Comitê de crise: como estruturá-lo dentro da empresa?

Luca Montari
Luca Montari
Pedro Henrique Torres Bianchi

Quando a dificuldade financeira se instala, é comum que as decisões mais importantes fiquem concentradas em uma única pessoa. Pedro Henrique Torres Bianchi, administrador de empresas com atuação em gestão de crises empresariais, comenta que geralmente esse trabalho recai sobre o sócio fundador ou o diretor financeiro, sobrecarregados justamente no momento em que mais precisariam de apoio estruturado.

Diante disso, especialistas entendem que faz-se necessária a criação de um comitê de crise formal, ainda que pequeno, como uma das primeiras medidas de organização interna diante de dificuldade relevante.

Primeiro passo: definir quem participa

O primeiro passo é definir quem participa e por quê. Um comitê eficiente costuma reunir poucas pessoas, com poder de decisão real dentro de suas áreas: alguém responsável por caixa e financeiro, alguém que responda pela operação do dia a dia e, quando existir, um representante jurídico que acompanhe de perto negociações com credores. Convidar todo mundo que tem interesse no assunto, sem critério, tende a tornar o comitê lento demais para o que a crise exige, transformando cada decisão em uma negociação interna antes mesmo de chegar ao credor.

Segundo passo: criar uma rotina objetiva de reunião

O segundo passo é estabelecer uma rotina de reunião mais frequente do que o normal, com pauta objetiva centrada em caixa, prazos e decisões pendentes. Pedro Bianchi sugere reuniões curtas e regulares, em vez de reuniões longas e esporádicas, porque a informação em cenário de crise muda rápido, e decisões baseadas em dado de duas semanas atrás já podem estar desatualizadas. Uma pauta fixa, revisada a cada encontro, evita que o tempo do comitê se perca discutindo o mesmo assunto sem avançar para decisão.

Terceiro passo: montar um painel comum de indicadores

O terceiro passo é criar um painel simples de indicadores que todos acompanham igualmente: posição de caixa atualizada, prazos de vencimento mais próximos e status das negociações em andamento com os principais credores. Sem esse painel comum, cada área tende a decidir com base em informação parcial, o que gera decisões descoordenadas justamente quando a coordenação mais importa.

Pedro Henrique Torres Bianchi
Pedro Henrique Torres Bianchi

Esse painel não precisa ser sofisticado. Uma planilha simples, atualizada com disciplina e acessível a todos os membros do comitê, costuma funcionar melhor do que um sistema complexo que ninguém consegue manter atualizado em meio à correria da crise.
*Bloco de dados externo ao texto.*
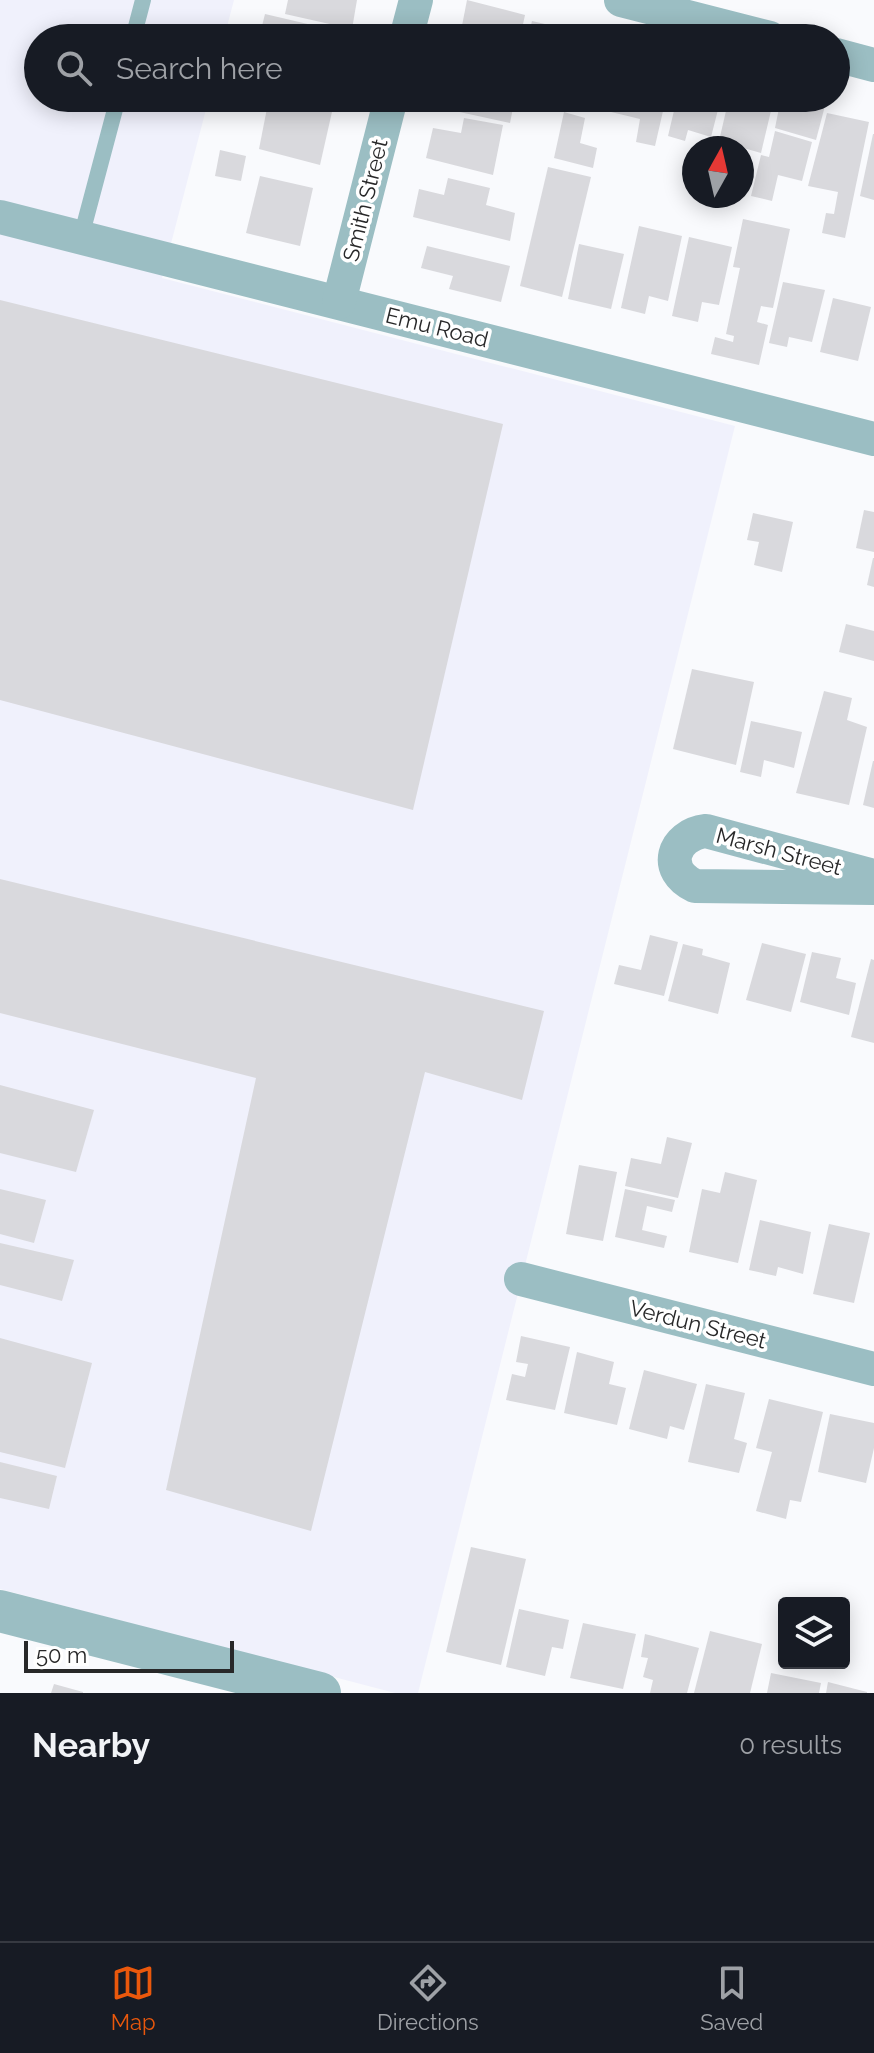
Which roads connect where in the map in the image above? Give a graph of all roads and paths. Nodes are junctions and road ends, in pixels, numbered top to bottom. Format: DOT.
graph roads {
  1 [pos="143,0"];
  2 [pos="416,0"];
  3 [pos="621,0"];
  4 [pos="137,24"];
  5 [pos="410,24"];
  6 [pos="715,24"];
  7 [pos="850,59"];
  8 [pos="874,65"];
  9 [pos="114,112"];
  10 [pos="387,112"];
  11 [pos="0,217"];
  12 [pos="81,237"];
  13 [pos="339,302"];
  14 [pos="874,439"];
  15 [pos="874,876"];
  16 [pos="874,888"];
  17 [pos="521,1279"];
  18 [pos="874,1369"];
  19 [pos="0,1611"];
  20 [pos="222,1681"];
  21 [pos="320,1693"];
  1 -- 4 [label="lane"];
  2 -- 5 [label="street"];
  3 -- 6 [label="street"];
  7 -- 8 [label="street"];
  9 -- 12 [label="lane"];
  10 -- 13 [label="street, Smith Street"];
  11 -- 12 [label="street, Emu Road"];
  12 -- 13 [label="street, Emu Road"];
  13 -- 14 [label="street, Emu Road"];
  15 -- 16 [label="street, Marsh Street"];
  17 -- 18 [label="street, Verdun Street"];
  19 -- 20 [label="street"];
  20 -- 21 [label="street"];
}
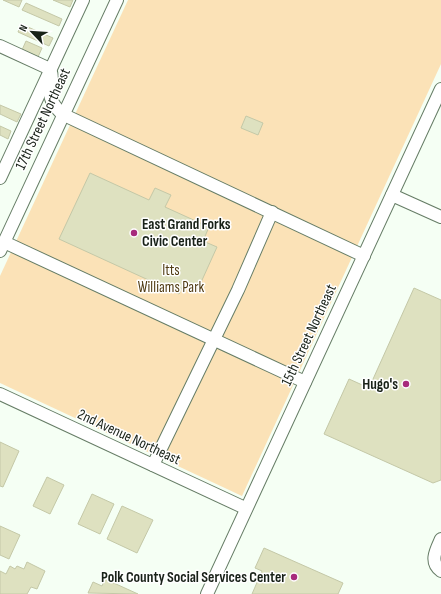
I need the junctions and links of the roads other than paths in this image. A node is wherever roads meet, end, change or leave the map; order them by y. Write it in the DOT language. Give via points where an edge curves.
graph roads {
  1 [pos="83,0"];
  2 [pos="116,0"];
  3 [pos="0,46"];
  4 [pos="50,69"];
  5 [pos="441,89"];
  6 [pos="62,114"];
  7 [pos="0,178"];
  8 [pos="392,195"];
  9 [pos="272,212"];
  10 [pos="441,217"];
  11 [pos="2,247"];
  12 [pos="364,256"];
  13 [pos="213,339"];
  14 [pos="305,382"];
  15 [pos="0,394"];
  16 [pos="153,466"];
  17 [pos="245,508"];
  18 [pos="441,539"];
  19 [pos="441,571"];
  20 [pos="207,594"];
  1 -- 4 [label="street"];
  2 -- 6 [label="street, 17th Street Northeast"];
  3 -- 4 [label="street"];
  4 -- 6 [label="street" via="50,96"];
  4 -- 7 [label="street"];
  5 -- 8 [label="street, 15th Street Northeast"];
  6 -- 9 [label="street"];
  6 -- 11 [label="street, 17th Street Northeast"];
  8 -- 10 [label="street"];
  8 -- 12 [label="street, 15th Street Northeast"];
  9 -- 12 [label="street"];
  9 -- 13 [label="street" via="238,290"];
  11 -- 13 [label="street"];
  12 -- 14 [label="street, 15th Street Northeast"];
  13 -- 14 [label="street"];
  13 -- 16 [label="street"];
  14 -- 17 [label="street, 15th Street Northeast"];
  15 -- 16 [label="street, 2nd Avenue Northeast"];
  16 -- 17 [label="street, 2nd Avenue Northeast"];
  17 -- 20 [label="street, 15th Street Northeast"];
  18 -- 19 [label="street" via="434,557 435,566"];
}
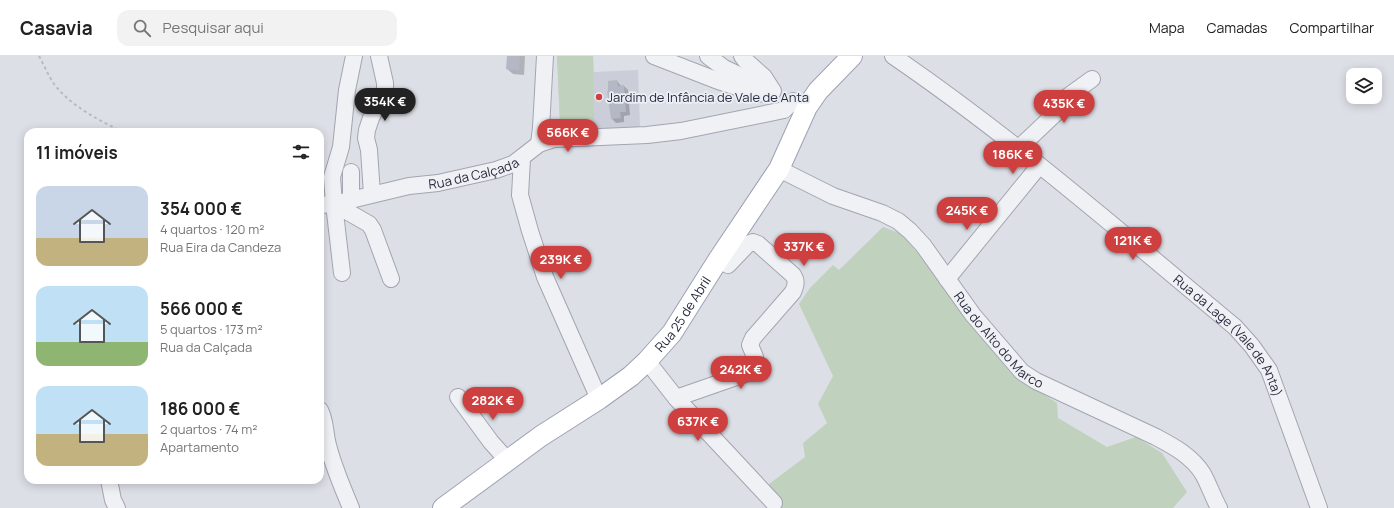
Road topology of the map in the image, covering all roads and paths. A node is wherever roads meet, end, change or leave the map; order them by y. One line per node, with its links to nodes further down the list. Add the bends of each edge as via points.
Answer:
1 (39, 56): 13 (path, via 54,84 84,111)
2 (354, 56): 22 (street, via 347,90 341,147)
3 (379, 56): 20 (street, via 385,90 371,118 366,138)
4 (545, 56): 14 (street)
5 (654, 56): 11 (street, via 758,94)
6 (708, 56): 11 (street, via 724,68)
7 (742, 56): 11 (street, via 764,77)
8 (852, 56): 12 (main road, Rua 25 de Abril, via 818,91)
9 (894, 56): 15 (street, Rua da Lage (Vale de Anta))
10 (1092, 79): 15 (street, via 1067,97 1057,112)
11 (774, 91): 12 (street)
12 (800, 104): 14 (street, Rua da Calçada, via 784,110 681,131 554,139); 18 (main road, Rua 25 de Abril)
13 (115, 128)
14 (539, 144): 16 (street, Rua da Calçada)
15 (1018, 149): 17 (street, Rua da Lage (Vale de Anta))
16 (522, 158): 20 (street, Rua da Calçada, via 496,170); 30 (street, via 520,195 530,231 545,277)
17 (1039, 166): 26 (street); 39 (street, Rua da Lage (Vale de Anta), via 1235,327 1252,346 1269,370)
18 (779, 169): 23 (main road, Rua 25 de Abril); 26 (street, Rua do Alto do Marco, via 833,196 898,221 923,245)
19 (351, 172): 21 (street)
20 (372, 194): 21 (street, Rua da Calçada)
21 (351, 200): 22 (street, Rua da Calçada)
22 (327, 204): 24 (street); 25 (street, via 369,224)
23 (718, 260): 27 (main road, Rua 25 de Abril, via 672,334); 29 (street, via 728,265 748,244 754,242 793,275 796,286 753,338 750,346 755,357 751,369 745,374)
24 (342, 273)
25 (391, 279)
26 (947, 279): 38 (street, Rua do Alto do Marco, via 972,315 1022,372 1175,447 1190,458 1202,473)
27 (648, 361): 29 (street); 30 (main road, Rua 25 de Abril)
28 (458, 397): 32 (street)
29 (676, 398): 34 (street)
30 (599, 399): 32 (main road, Rua 25 de Abril, via 541,436)
31 (324, 422): 36 (street, via 327,440)
32 (508, 461): 37 (main road, Rua 25 de Abril)
33 (110, 484): 35 (street)
34 (774, 503)
35 (117, 508)
36 (351, 508)
37 (444, 508)
38 (1219, 508)
39 (1320, 508)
O valor está na regularidade da atualização, não na sofisticação da ferramenta.

Quarto passo: definir quem fala com quem fora da empresa

O quarto passo é definir, com clareza, quem tem autoridade para comunicar decisões para fora da empresa, especialmente a credores, fornecedores e, eventualmente, empregados. Pedro Bianchi elucida que mensagens conflitantes vindas de pessoas diferentes da mesma empresa costumam corroer, mais rápido do que qualquer outro fator, a confiança que sustenta negociações em curso.

Vale registrar por escrito quem fala com cada tipo de interlocutor, para que a informação chegue de forma consistente, mesmo quando mais de uma pessoa do comitê participa de conversas diferentes ao longo da mesma semana. Combinações informais tendem a se perder justamente nos dias de maior pressão, quando a comunicação alinhada mais importa.

O comitê como estrutura, não como substituto da estratégia

Um comitê de crise bem estruturado não substitui a estratégia de reestruturação em si, mas cria a estrutura de governança mínima para que essa estratégia seja executada com disciplina. Pedro Henrique Torres Bianchi sustenta que empresas que pulam essa etapa, tentando resolver tudo de forma ad hoc, tendem a repetir os mesmos erros de comunicação e de priorização ao longo de toda a crise, mesmo quando o plano de fundo está tecnicamente correto.

Vale ainda prever, desde o início, quando esse comitê deixa de ser necessário na frequência emergencial. Manter reuniões semanais indefinidamente, mesmo depois de a situação se estabilizar, desgasta a equipe e tira o senso de urgência, que deveria ficar reservado apenas para momentos que de fato exigem essa intensidade. Definir critérios objetivos de saída do modo de crise, como a normalização da posição de caixa por determinado período consecutivo, ajuda o comitê a voltar à rotina normal sem perder a disciplina de acompanhamento construída ao longo do processo.